Exercise aim
What you return must match the data below exactly, minus any pictures.

Extracted material
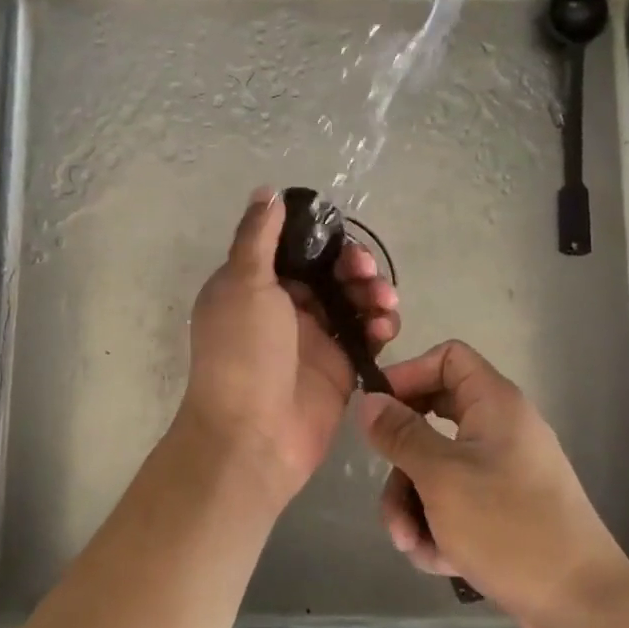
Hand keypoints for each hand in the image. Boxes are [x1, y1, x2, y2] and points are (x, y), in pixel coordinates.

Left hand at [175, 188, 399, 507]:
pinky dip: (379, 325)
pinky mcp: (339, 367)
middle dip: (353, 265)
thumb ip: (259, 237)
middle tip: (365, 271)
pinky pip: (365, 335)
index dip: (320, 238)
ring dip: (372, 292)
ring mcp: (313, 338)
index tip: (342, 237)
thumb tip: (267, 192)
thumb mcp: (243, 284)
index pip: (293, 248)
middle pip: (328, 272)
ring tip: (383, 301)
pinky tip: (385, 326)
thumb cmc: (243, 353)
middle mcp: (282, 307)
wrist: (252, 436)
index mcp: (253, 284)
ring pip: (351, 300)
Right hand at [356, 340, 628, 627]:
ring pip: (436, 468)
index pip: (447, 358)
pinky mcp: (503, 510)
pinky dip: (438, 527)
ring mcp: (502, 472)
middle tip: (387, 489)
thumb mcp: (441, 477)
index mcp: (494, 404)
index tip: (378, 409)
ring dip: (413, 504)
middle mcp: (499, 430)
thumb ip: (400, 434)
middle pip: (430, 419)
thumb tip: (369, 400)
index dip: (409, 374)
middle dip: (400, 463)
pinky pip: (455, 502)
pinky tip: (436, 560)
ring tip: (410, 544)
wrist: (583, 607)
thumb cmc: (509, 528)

Final answer
Hand keypoints for each hand in the image. Boxes are [x1, y1, x2, y2] and points are (x, y), in pixel coordinates.

Left hand at [175, 188, 399, 507]:
pinky dip: (379, 325)
pinky mcp: (339, 367)
middle dip: (353, 265)
thumb ip: (259, 237)
middle tip: (365, 271)
pinky pip: (365, 335)
index dip: (320, 238)
ring dip: (372, 292)
ring mcp: (313, 338)
index tip: (342, 237)
thumb tip: (267, 192)
thumb mcp: (243, 284)
index pip: (293, 248)
middle pip: (328, 272)
ring tip: (383, 301)
pinky tip: (385, 326)
thumb cmc: (243, 353)
middle mcp: (282, 307)
wrist: (252, 436)
index mcp: (253, 284)
ring pip: (351, 300)
Right hand at [356, 340, 628, 627]:
ring pip: (436, 468)
index pip: (447, 358)
pinky mcp: (503, 510)
pinky dip: (438, 527)
ring mcp: (502, 472)
middle tip: (387, 489)
thumb mcp: (441, 477)
index mcp: (494, 404)
index tip: (378, 409)
ring dip: (413, 504)
middle mcp: (499, 430)
thumb ip: (400, 434)
middle pip: (430, 419)
thumb tip: (369, 400)
index dip: (409, 374)
middle dip: (400, 463)
pinky pip: (455, 502)
pinky tip: (436, 560)
ring tip: (410, 544)
wrist: (583, 607)
thumb cmc: (509, 528)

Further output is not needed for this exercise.